Sebelumnya kami sudah mendapat informasi tentang kondisi track yang akan kami lalui coral treal,  tea walk, view pinus and eucalyptus. Menurutku medan tracknya masih bersahabat, tidak sesulit saat hiking pertama kali bersama D1VA ke Curug Cirengkrang, tapi yang menjadi tantangan adalah saat menghadapi coral track yang panjangnya minta ampun, seolah-olah tiada akhirnya.

 

Memang diakui, suasana masih berbeda saat kami masih di kebun teh dan coral track dengan pinus view.  Kami masih memiliki semangat ditambah dengan hamparan kebun teh yang hijau dan pohon-pohon pinus menjulang tinggi, indah, memanjakan mata dan menggoda kami untuk berfoto ria, sampai lupa perjalanan kami ke depan masih panjang dan itu menyebabkan waktu yang kami butuhkan sampai ke tujuan justru lebih lama.

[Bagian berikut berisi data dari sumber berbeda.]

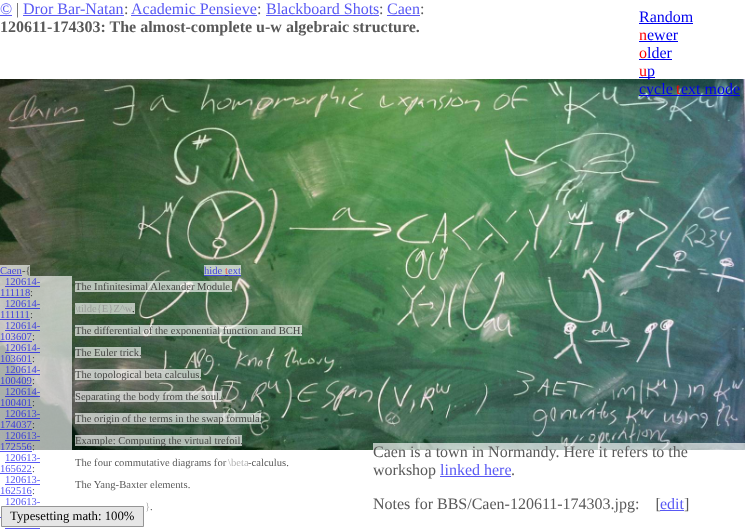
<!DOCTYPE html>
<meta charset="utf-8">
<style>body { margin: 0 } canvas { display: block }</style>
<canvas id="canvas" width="745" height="529"></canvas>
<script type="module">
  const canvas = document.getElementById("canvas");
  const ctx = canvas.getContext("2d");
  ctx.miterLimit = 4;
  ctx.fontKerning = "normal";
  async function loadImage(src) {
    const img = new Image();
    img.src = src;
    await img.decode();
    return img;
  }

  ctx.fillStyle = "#ffffff";
  ctx.fillRect(0, 0, 745, 529);
  ctx.font = "16px Liberation Serif";
  ctx.fillStyle = "#5959f4";
  ctx.fillText("©", 0, 14);
  ctx.fillRect(0, 15, 12, 1);
  ctx.fillStyle = "#595959";
  ctx.fillText("|", 16, 14);
  ctx.fillStyle = "#5959f4";
  ctx.fillText("Dror Bar-Natan", 23, 14);
  ctx.fillRect(23, 15, 101, 1);
  ctx.fillStyle = "#595959";
  ctx.fillText(":", 124, 14);
  ctx.fillStyle = "#5959f4";
  ctx.fillText("Academic Pensieve", 131, 14);
  ctx.fillRect(131, 15, 126, 1);
  ctx.fillStyle = "#595959";
  ctx.fillText(":", 257, 14);
  ctx.fillStyle = "#5959f4";
  ctx.fillText("Blackboard Shots", 266, 14);
  ctx.fillRect(266, 15, 113, 1);
  ctx.fillStyle = "#595959";
  ctx.fillText(":", 379, 14);
  ctx.fillStyle = "#5959f4";
  ctx.fillText("Caen", 387, 14);
  ctx.fillRect(387, 15, 33, 1);
  ctx.fillStyle = "#595959";
  ctx.fillText(":", 420, 14);
  ctx.font = "bold 16px Liberation Serif";
  ctx.fillText("120611-174303: The almost-complete u-w algebraic structure.", 0, 32);
  ctx.font = "16px Liberation Serif";
  ctx.fillStyle = "#0000ee";
  ctx.fillText("Random", 639, 22);
  ctx.fillRect(639, 23, 54, 1);
  ctx.fillStyle = "#ff0000";
  ctx.fillText("n", 639, 40);
  ctx.fillStyle = "#0000ee";
  ctx.fillText("ewer", 647, 40);
  ctx.fillRect(639, 41, 39, 1);
  ctx.fillStyle = "#ff0000";
  ctx.fillText("o", 639, 58);
  ctx.fillStyle = "#0000ee";
  ctx.fillRect(639, 59, 33, 1);
  ctx.fillText("lder", 647, 58);
  ctx.fillStyle = "#ff0000";
  ctx.fillText("u", 639, 76);
  ctx.fillStyle = "#0000ee";
  ctx.fillRect(639, 77, 16, 1);
  ctx.drawImage(await loadImage("img1.png"), 0, 79, 745, 371);
  ctx.fillText("p", 647, 76);
  ctx.fillRect(639, 95, 101, 1);
  ctx.fillText("cycle", 639, 94);
  ctx.fillStyle = "#ff0000";
  ctx.fillText("t", 676, 94);
  ctx.fillStyle = "#0000ee";
  ctx.fillText("ext mode", 681, 94);
  ctx.fillStyle = "rgba(255, 255, 255, 0.65)";
  ctx.fillRect(0, 265, 22, 11);
  ctx.font = "10.6px Liberation Serif";
  ctx.fillStyle = "#4445dd";
  ctx.fillText("Caen", 0, 274);
  ctx.fillStyle = "rgba(255, 255, 255, 0.65)";
  ctx.fillRect(22, 265, 8, 11);
  ctx.fillStyle = "rgba(0, 0, 238, 0.65)";
  ctx.fillRect(0, 275, 22, 1);
  ctx.fillStyle = "#434441";
  ctx.fillText("-{", 22, 274);
  ctx.fillStyle = "rgba(255, 255, 255, 0.65)";
  ctx.fillRect(204, 265, 21, 11);
  ctx.fillStyle = "#4445dd";
  ctx.fillText("hide", 204, 274);
  ctx.fillStyle = "rgba(255, 255, 255, 0.65)";
  ctx.fillRect(225, 265, 3, 11);
  ctx.fillStyle = "#e94843";
  ctx.fillText("t", 225, 274);
  ctx.fillStyle = "rgba(255, 255, 255, 0.65)";
  ctx.fillRect(228, 265, 13, 11);
  ctx.fillStyle = "rgba(0, 0, 238, 0.65)";
  ctx.fillRect(204, 275, 21, 1);
  ctx.fillStyle = "#1e28b7";
  ctx.fillRect(225, 275, 3, 1);
  ctx.fillStyle = "rgba(0, 0, 238, 0.65)";
  ctx.fillRect(228, 275, 13, 1);
  ctx.fillStyle = "#4445dd";
  ctx.fillText("ext", 228, 274);
  ctx.fillStyle = "rgba(255, 255, 255, 0.65)";
  ctx.fillRect(0, 276, 72, 22);
  ctx.fillStyle = "#4445dd";
  ctx.fillText("120614-", 5, 285);
  ctx.fillStyle = "rgba(0, 0, 238, 0.65)";
  ctx.fillRect(5, 286, 35, 1);
  ctx.fillStyle = "#4445dd";
  ctx.fillText("111118", 0, 296);
  ctx.fillStyle = "rgba(0, 0, 238, 0.65)";
  ctx.fillRect(0, 297, 30, 1);
  ctx.fillStyle = "#434441";
  ctx.fillText(":", 30, 296);
  ctx.fillStyle = "rgba(255, 255, 255, 0.65)";
  ctx.fillRect(75, 281, 157, 11);
  ctx.fillStyle = "#434441";
  ctx.fillText("The Infinitesimal Alexander Module.", 75, 290);
  ctx.fillStyle = "rgba(255, 255, 255, 0.65)";
  ctx.fillRect(0, 298, 72, 22);
  ctx.fillStyle = "#4445dd";
  ctx.fillText("120614-", 5, 307);
  ctx.fillStyle = "rgba(0, 0, 238, 0.65)";
  ctx.fillRect(5, 308, 35, 1);
  ctx.fillStyle = "#4445dd";
  ctx.fillText("111111", 0, 318);
  ctx.fillStyle = "rgba(0, 0, 238, 0.65)";
  ctx.fillRect(0, 319, 30, 1);
  ctx.fillStyle = "#434441";
  ctx.fillText(":", 30, 318);
  ctx.fillStyle = "rgba(255, 255, 255, 0.65)";
  ctx.fillRect(75, 303, 57, 11);
  ctx.fillStyle = "#999d99";
  ctx.fillText("\\tilde{E}Z^w", 75, 312);
  ctx.fillStyle = "rgba(255, 255, 255, 0.65)";
  ctx.fillRect(132, 303, 3, 11);
  ctx.fillStyle = "#162016";
  ctx.fillText(".", 132, 312);
  ctx.fillStyle = "rgba(255, 255, 255, 0.65)";
  ctx.fillRect(0, 320, 72, 22);
  ctx.fillStyle = "#4445dd";
  ctx.fillText("120614-", 5, 329);
  ctx.fillStyle = "rgba(0, 0, 238, 0.65)";
  ctx.fillRect(5, 330, 35, 1);
  ctx.fillStyle = "#4445dd";
  ctx.fillText("103607", 0, 340);
  ctx.fillStyle = "rgba(0, 0, 238, 0.65)";
  ctx.fillRect(0, 341, 32, 1);
  ctx.fillStyle = "#434441";
  ctx.fillText(":", 32, 340);
  ctx.fillStyle = "rgba(255, 255, 255, 0.65)";
  ctx.fillRect(75, 325, 227, 11);
  ctx.fillStyle = "#434441";
  ctx.fillText("The differential of the exponential function and BCH.", 75, 334);
  ctx.fillStyle = "rgba(255, 255, 255, 0.65)";
  ctx.fillRect(0, 342, 72, 22);
  ctx.fillStyle = "#4445dd";
  ctx.fillText("120614-", 5, 351);
  ctx.fillStyle = "rgba(0, 0, 238, 0.65)";
  ctx.fillRect(5, 352, 35, 1);
  ctx.fillStyle = "#4445dd";
  ctx.fillText("103601", 0, 362);
  ctx.fillStyle = "rgba(0, 0, 238, 0.65)";
  ctx.fillRect(0, 363, 32, 1);
  ctx.fillStyle = "#434441";
  ctx.fillText(":", 32, 362);
  ctx.fillStyle = "rgba(255, 255, 255, 0.65)";
  ctx.fillRect(75, 347, 66, 11);
  ctx.fillStyle = "#434441";
  ctx.fillText("The Euler trick.", 75, 356);
  ctx.fillStyle = "rgba(255, 255, 255, 0.65)";
  ctx.fillRect(0, 364, 72, 22);
  ctx.fillStyle = "#4445dd";
  ctx.fillText("120614-", 5, 373);
  ctx.fillStyle = "rgba(0, 0, 238, 0.65)";
  ctx.fillRect(5, 374, 35, 1);
  ctx.fillStyle = "#3d3fd8";
  ctx.fillText("100409", 0, 384);
  ctx.fillStyle = "rgba(0, 0, 238, 0.65)";
  ctx.fillRect(0, 385, 32, 1);
  ctx.fillStyle = "#434441";
  ctx.fillText(":", 32, 384);
  ctx.fillStyle = "rgba(255, 255, 255, 0.65)";
  ctx.fillRect(75, 369, 126, 11);
  ctx.fillStyle = "#434441";
  ctx.fillText("The topological beta calculus.", 75, 378);
  ctx.fillStyle = "rgba(255, 255, 255, 0.65)";
  ctx.fillRect(0, 386, 72, 22);
  ctx.fillStyle = "#3d3fd8";
  ctx.fillText("120614-", 5, 395);
  ctx.fillStyle = "rgba(0, 0, 238, 0.65)";
  ctx.fillRect(5, 396, 35, 1);
  ctx.fillStyle = "#3d3fd8";
  ctx.fillText("100401", 0, 406);
  ctx.fillStyle = "rgba(0, 0, 238, 0.65)";
  ctx.fillRect(0, 407, 32, 1);
  ctx.fillStyle = "#3b3e3c";
  ctx.fillText(":", 32, 406);
  ctx.fillStyle = "rgba(255, 255, 255, 0.65)";
  ctx.fillRect(75, 391, 146, 11);
  ctx.fillStyle = "#434441";
  ctx.fillText("Separating the body from the soul.", 75, 400);
  ctx.fillStyle = "rgba(255, 255, 255, 0.65)";
  ctx.fillRect(0, 408, 72, 22);
  ctx.fillStyle = "#3d3fd8";
  ctx.fillText("120613-", 5, 417);
  ctx.fillStyle = "rgba(0, 0, 238, 0.65)";
  ctx.fillRect(5, 418, 35, 1);
  ctx.fillStyle = "#3d3fd8";
  ctx.fillText("174037", 0, 428);
  ctx.fillStyle = "rgba(0, 0, 238, 0.65)";
  ctx.fillRect(0, 429, 32, 1);
  ctx.fillStyle = "#3b3e3c";
  ctx.fillText(":", 32, 428);
  ctx.fillStyle = "rgba(255, 255, 255, 0.65)";
  ctx.fillRect(75, 413, 186, 11);
  ctx.fillStyle = "#434441";
  ctx.fillText("The origin of the terms in the swap formula.", 75, 422);
  ctx.fillStyle = "rgba(255, 255, 255, 0.65)";
  ctx.fillRect(0, 430, 72, 20);
  ctx.fillStyle = "#3d3fd8";
  ctx.fillText("120613-", 5, 439);
  ctx.fillStyle = "rgba(0, 0, 238, 0.65)";
  ctx.fillRect(5, 440, 35, 1);
  ctx.fillStyle = "#3d3fd8";
  ctx.fillText("172556", 0, 450);
  ctx.fillStyle = "#5959f4";
  ctx.fillRect(0, 451, 32, 1);
  ctx.fillStyle = "#434441";
  ctx.fillText(":", 32, 450);
  ctx.fillStyle = "rgba(255, 255, 255, 0.65)";
  ctx.fillRect(75, 435, 167, 11);
  ctx.fillStyle = "#434441";
  ctx.fillText("Example: Computing the virtual trefoil.", 75, 444);
  ctx.fillStyle = "#5959f4";
  ctx.fillText("120613-", 5, 461);
  ctx.fillRect(5, 462, 35, 1);
  ctx.fillText("165622", 0, 472);
  ctx.fillRect(0, 473, 32, 1);
  ctx.fillStyle = "#595959";
  ctx.fillText(":", 32, 472);
  ctx.fillText("The four commutative diagrams for", 75, 466);
  ctx.fillStyle = "#b2b2b2";
  ctx.fillText("\\beta", 228, 466);
  ctx.fillStyle = "#595959";
  ctx.fillText("-calculus.", 248, 466);
  ctx.fillStyle = "#5959f4";
  ctx.fillText("120613-", 5, 483);
  ctx.fillRect(5, 484, 35, 1);
  ctx.fillText("162516", 0, 494);
  ctx.fillRect(0, 495, 32, 1);
  ctx.fillStyle = "#595959";
  ctx.fillText(":", 32, 494);
  ctx.fillText("The Yang-Baxter elements.", 75, 488);
  ctx.fillStyle = "#5959f4";
  ctx.fillText("120613-", 5, 505);
  ctx.fillRect(0, 517, 1, 1);
  ctx.fillStyle = "#b2b2b2";
  ctx.fillText("}", 145, 510);
  ctx.fillStyle = "#595959";
  ctx.fillText(".", 150, 510);
  ctx.fillStyle = "#5959f4";
  ctx.fillRect(5, 528, 35, 1);
  ctx.fillStyle = "rgba(255, 255, 255, 0.65)";
  ctx.fillRect(373, 443, 372, 7);
  ctx.font = "16px Liberation Serif";
  ctx.fillStyle = "#595959";
  ctx.fillText("Caen is a town in Normandy. Here it refers to the", 373, 457);
  ctx.fillText("workshop", 373, 475);
  ctx.fillStyle = "#5959f4";
  ctx.fillText("linked here", 440, 475);
  ctx.fillRect(440, 476, 71, 1);
  ctx.fillStyle = "#595959";
  ctx.fillText(".", 511, 475);
  ctx.fillText("Notes for BBS/Caen-120611-174303.jpg:    [", 373, 509);
  ctx.fillStyle = "#5959f4";
  ctx.fillText("edit", 660, 509);
  ctx.fillRect(660, 510, 24, 1);
  ctx.fillStyle = "#595959";
  ctx.fillText("]", 684, 509);
  ctx.fillStyle = "#e6e6e6";
  ctx.beginPath();
  ctx.rect(1.5, 506.5, 142, 20);
  ctx.fill();
  ctx.strokeStyle = "#959595";
  ctx.stroke();
  ctx.font = "12.75px Liberation Serif";
  ctx.fillStyle = "#000000";
  ctx.fillText("Typesetting math: 100%", 10, 520);
</script>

Saat kami memasuki hutan Tangkuban Perahu, akhirnya kami menemukan coral track yang cukup mengganggu langkah kami, awalnya kami masih semangat, sempet foto-foto dulu, namun lama kelamaan membuat telapak kaki sakit seolah-olah sedang  melakukan refleksi kaki di sepanjang jalan berbatu. Lama-lama kami mengalami kelelahan, pegal,dan sakit badan. Ini mulai membuat mental menjadi down. 

Sebenarnya kami sudah diingatkan agar jangan terlalu berjauhan dari guide,  tapi yah namanya budak baraong, sepertinya gank d1va masih harus belajar disiplin mengenai aturan, hal itu sering diabaikan, terutama karena kekuatan fisik dan pace teman-teman berbeda-beda.

Kecepatan langkah kami di coral track mulai menurun, nafas mulai naik turun, kecemasan mulai melanda. Hal itu menyebabkan kami terbagi menjadi 5 kelompok berpencar  dan jarak antara kelompok lumayan cukup jauh dan cukup menyulitkan host dan guide untuk memantau kami.

 

Akhirnya kami sampai di tempat kelompok yang lebih dulu tiba, tinggal seitar 300 meter lagi menuju kawah. Di sini kami istirahat sambil menunggu peserta lain kumpul semua, sayang salah satu teman kami tak bisa lanjut dan dia ditemani teman kami, Desi.

Setelah cukup istirahat, beberapa teman termasuk aku memutuskan balik sebelum menuju kawah, memang disayangkan, meskipun sebenarnya kami masih mampu tapi kami masing-masing memiliki alasan; takut kemalaman saat masih di hutan, mengejar waktu sholat yang semakin mepet, padahal sebenarnya kami bisa melakukan tayamum untuk menggantikan wudhu dan sholat, di hutan pun bisa, aturan agama telah banyak memberikan kelrluasaan umatnya beirbadah dimanapun. Tapi entah mengapa saat itu  tak terpikirkan sama sekali. Kami terlalu fokus dan khawatir pada keadaan teman kami yang tidak bisa lanjut.

 

Saat menuju pulang, aku dan Desi terpisah dari teman-teman yang sama-sama balik turun, perkiraan pukul 16.00 tiba di warung Emak di Sukawana tempat kita kumpul untuk makan dan sholat, namun sayang rencana tinggal rencana ternyata kami berdua malah tersesat, gara-gara kami berdua asyik ngobrol sehingga tidak fokus dengan track yang kami lalui, kami lupa belokan arah menuju warung Emak. Kami sempat bertanya pada penduduk  tapi ia malah memberikan informasi yang justru membuat kami semakin menjauh dari tempat yang dituju.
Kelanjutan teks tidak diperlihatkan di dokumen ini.